With half its limited number of cavalry regiments already deployed on the Mexican border since 1913 to deter the spread of that country’s revolutionary violence, the US Army is hardly prepared to send a million man army anywhere anytime soon, much less the trenches of the Western Front. Despite being employed around the world twenty-nine times since 1871, the same year that France and Germany reenacted America’s Civil War in a grim preview of the Great War, the United States Army has never been very large. Between 1901 and 1911, the entire force averaged just less than 66,000 men — a figure only marginally greater than the number of casualties sustained by the British Army in the Battle of Loos, which concludes in exhaustion this very same morning.
The US Army Chief of Staff has fended off attempts to constrict the Army’s burgeoning payroll budget more than once in the last four years. In what seems to us now like unthinkable penny-pinching, Quartermaster General James Buchanan Aleshire had to argue vociferously for an additional $170,000 appropriation from the House Committee on Military Affairs last December just to cover the increase in officers to command the new artillery, machine gun, and cavalry troops being trained for the Army’s very limited modernization efforts. There is no military budget for studying the rapidly-developing nature of warfare in foreign theaters of conflict, or for expanding the Army’s air mission, or for meeting the novel challenges of a chemical battlefield.
In part, this is because of traditional American suspicions regarding large standing armies — a sentiment so powerful that it has required Americans to die by unnecessary thousands while learning to fight every new war. Running contrary to this current is the ‘Preparedness Movement,’ whose most prominent advocates include Theodore Roosevelt and Leonard Wood. Friends since meeting at a Washington, DC stag party in 1897, their bond was forged in the Spanish-American War (see above), and although neither man currently occupies any kind of political office, their call for universal military service and wartime conscription has been ascendant since a German torpedo sank the Lusitania in May. And in September, they got a big boost from a feature film.

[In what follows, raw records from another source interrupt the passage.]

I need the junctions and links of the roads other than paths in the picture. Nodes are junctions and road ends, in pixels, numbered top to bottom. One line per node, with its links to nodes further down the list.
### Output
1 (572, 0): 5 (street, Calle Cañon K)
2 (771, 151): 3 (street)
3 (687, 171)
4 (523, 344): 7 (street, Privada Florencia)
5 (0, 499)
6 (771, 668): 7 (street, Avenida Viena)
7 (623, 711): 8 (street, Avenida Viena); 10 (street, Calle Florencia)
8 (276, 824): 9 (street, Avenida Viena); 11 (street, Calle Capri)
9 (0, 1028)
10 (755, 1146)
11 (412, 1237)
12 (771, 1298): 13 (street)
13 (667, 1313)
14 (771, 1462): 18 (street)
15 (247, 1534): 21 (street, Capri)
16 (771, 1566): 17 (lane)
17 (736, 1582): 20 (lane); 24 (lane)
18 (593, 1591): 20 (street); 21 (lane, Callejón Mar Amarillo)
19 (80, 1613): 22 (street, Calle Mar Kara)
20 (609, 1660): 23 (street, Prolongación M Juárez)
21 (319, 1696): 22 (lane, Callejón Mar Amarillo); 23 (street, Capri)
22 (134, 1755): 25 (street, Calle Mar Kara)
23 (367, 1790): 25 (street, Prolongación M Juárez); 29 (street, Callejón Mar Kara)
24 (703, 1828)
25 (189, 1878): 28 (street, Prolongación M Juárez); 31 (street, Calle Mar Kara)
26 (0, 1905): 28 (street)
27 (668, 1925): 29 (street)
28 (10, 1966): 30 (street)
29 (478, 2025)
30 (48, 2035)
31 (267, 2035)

At least as controversial as Birth of a Nation, which also premiered this year, The Battle Cry of Peace has been denounced as militaristic propaganda since its opening. Now mostly lost save for some battle scenes, the film portrays American pacifists as the useful tools of foreign powers who want America disarmed and vulnerable to invasion. Produced by James Stuart Blackton and based on the new book Defenseless America by Hudson Maxim, whose very name is virtually synonymous with the arrival of industrialized warfare, it is a creation of the Vitagraph studio shot and printed with the licensed technology of Thomas Edison. It is also an example of rapid creative development, for the book and film have been conceived, written, shot, directed, and produced in less than five months — a pace that seems unthinkable a century later. Ironically, when America does finally enter the worldwide war, Battle Cry is seen as insufficiently pro-war, and must be edited to add extra jingoism.

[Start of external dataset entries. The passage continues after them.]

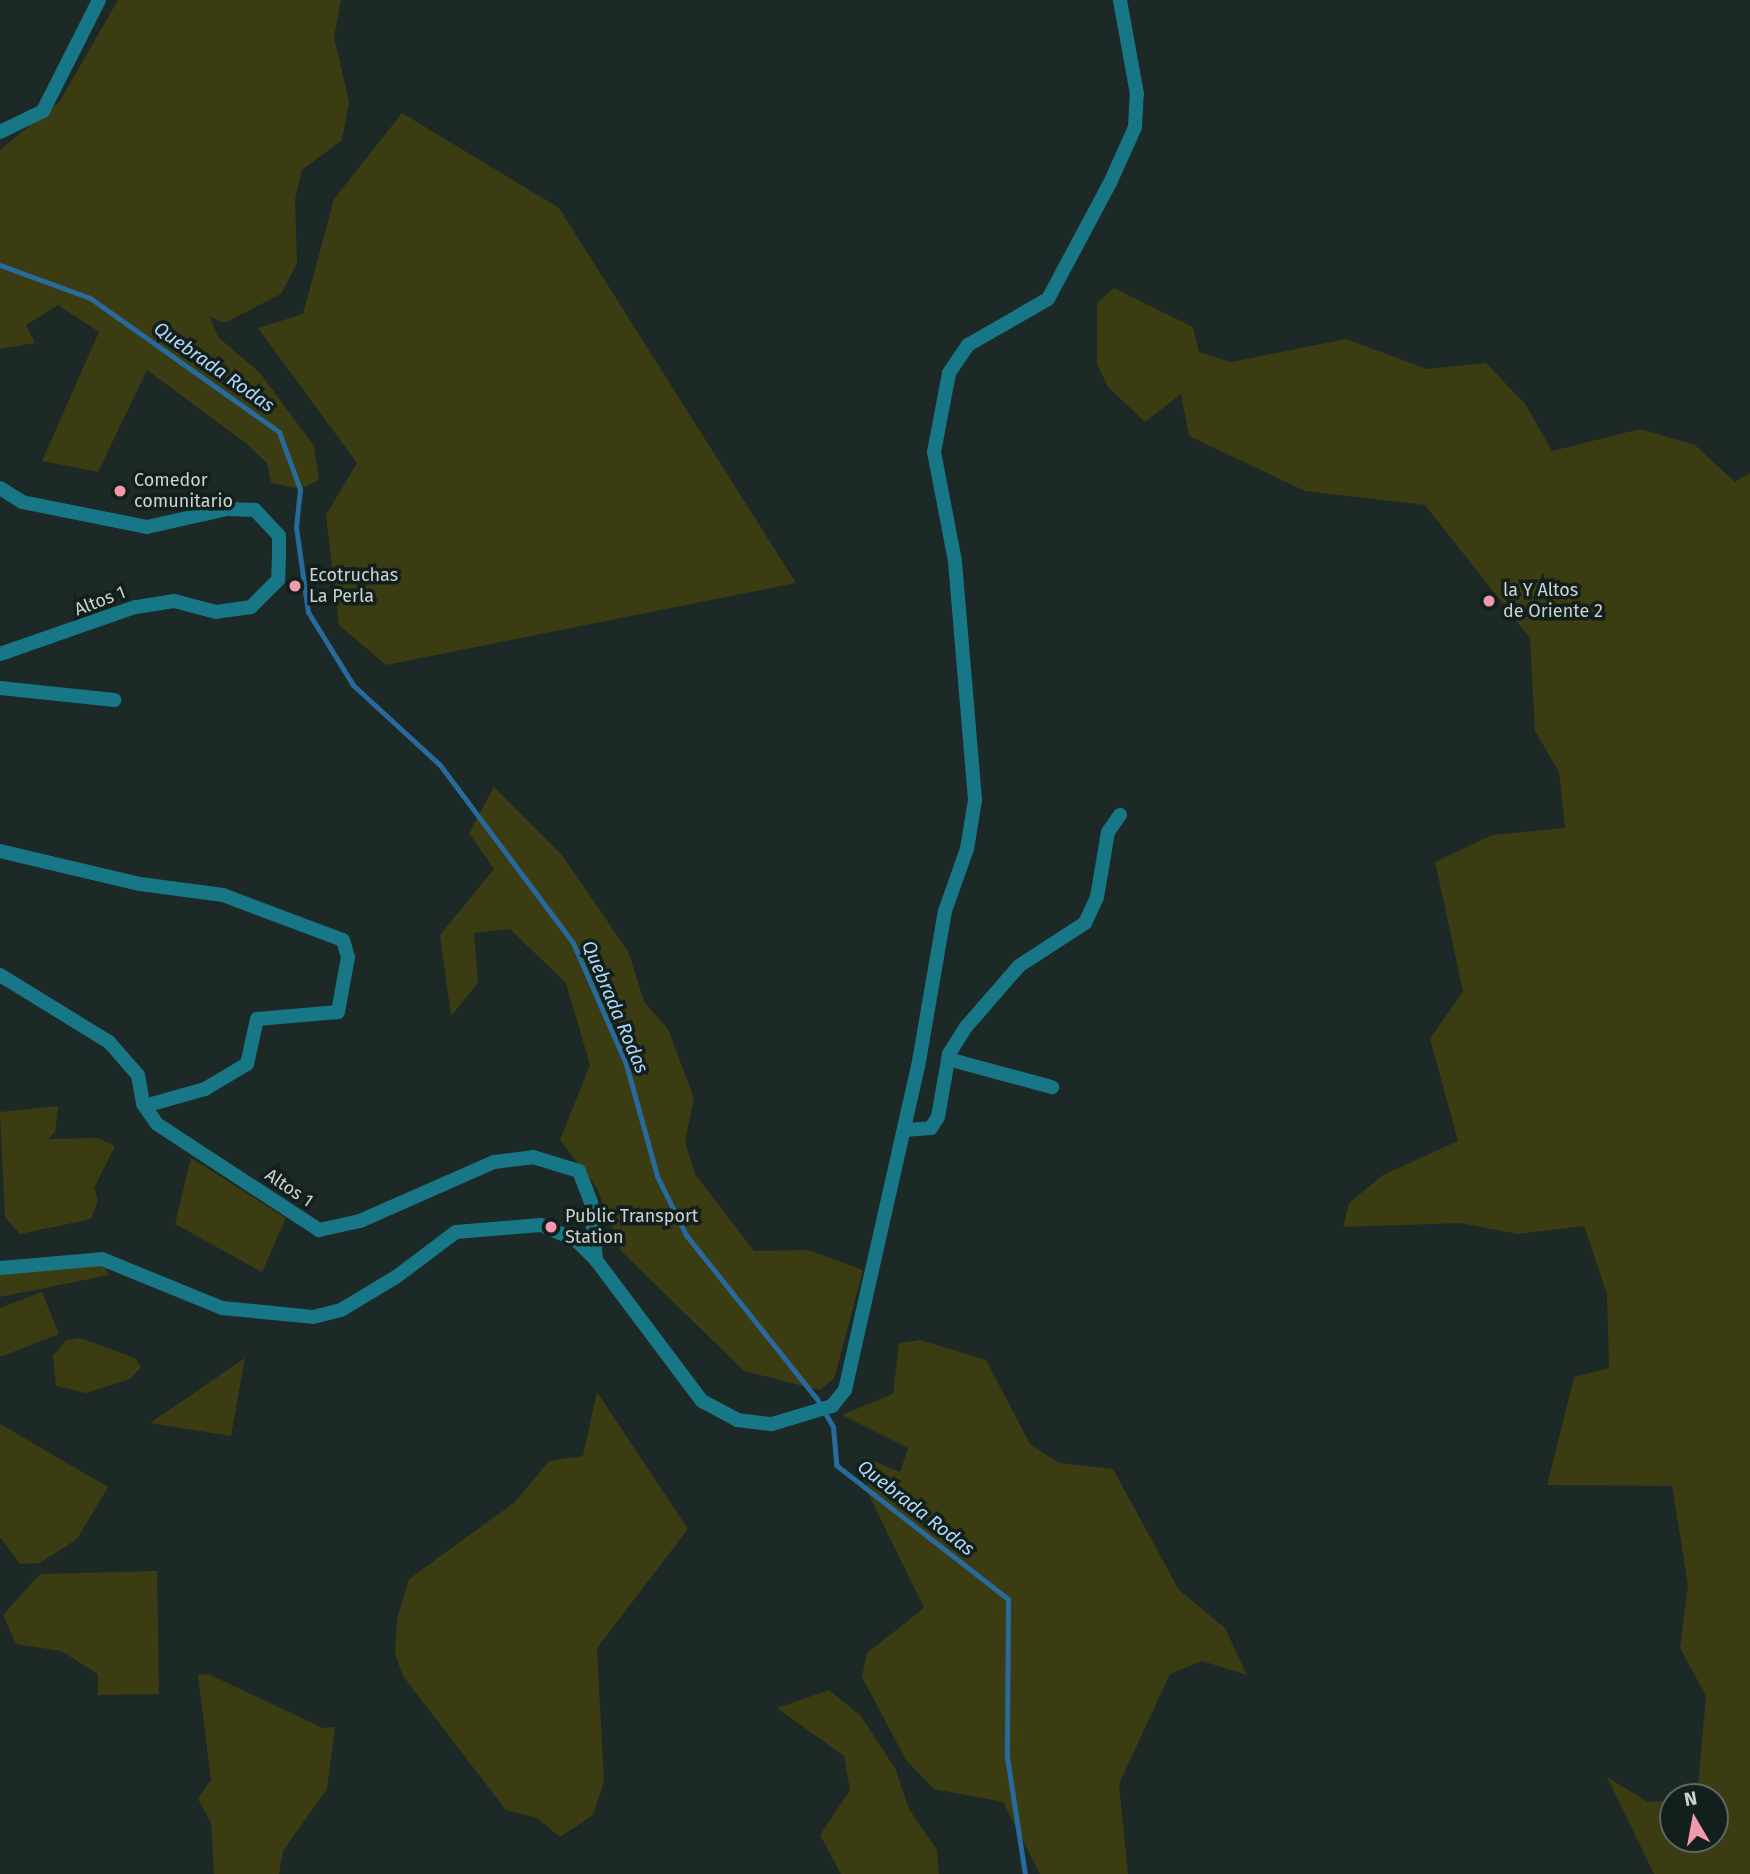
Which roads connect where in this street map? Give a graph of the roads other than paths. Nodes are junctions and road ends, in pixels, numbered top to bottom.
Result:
1 (99, 0) edge
2 (1119, 0) edge
3 (0, 132) edge
4 (0, 488) edge
5 (0, 654) edge
6 (0, 688) edge
7 (114, 700) dead end
8 (1120, 815) dead end
9 (0, 851) edge
10 (0, 975) edge
11 (948, 1059) junction
12 (1052, 1087) dead end
13 (148, 1105) junction
14 (904, 1130) junction
15 (596, 1260) junction
16 (0, 1268) edge

1 - 3 street
2 - 14 street
4 - 5 street, Altos 1
6 - 7 street
8 - 11 street
9 - 13 street
10 - 13 street, Altos 1
11 - 12 street
11 - 14 street
13 - 15 street, Altos 1
14 - 15 street
15 - 16 street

This year, Wood also founded a summer training school for reserve officers at Plattsburg, New York, coaching the first of some 40,000 men in military camp and drill by the end of summer 1916. Drawn largely from the northeastern elites, they are nevertheless an inspiration to Secretary Garrison, whose policy begins to mirror the Preparedness Movement in many aspects, such as the emphasis on a large reserve army and disdain for the latter-day state militias of the National Guard. It is more than enough fuel for the enemies of war to light a watch-fire, for the ‘Preparedness’ controversy will help shape the presidential election.
Fictional scenarios aside, Republicans Roosevelt and Wood propose that maintaining low force levels, not just in the Army but also the Navy, tends to invite foreign conflict, whereas military strength and preparation will deter such action. Pacifists counter that preparations for war have their own momentum, carrying the nation into conflicts it might otherwise avoid. While the Preparedness Movement ultimately fails to swing the Democratic Congress around to its point of view during the political season of 1916, the German decision to return to unrestricted u-boat warfare at the beginning of 1917 leaves American pacifists clearly discredited on this point.
In a very real way, a century later we are still living with the ghosts of this ‘preparedness’ question: Congress now seems incapable of cutting off even the most obvious procurement boondoggles. There is always enough money for more ships, more tanks, more weapons. When we complain at the seeming-ease with which the Pentagon is able to secure massive sums for dubious enterprises without even a pretense of accountability, it is often lost on us that America did not always work this way. We were not always a global military power.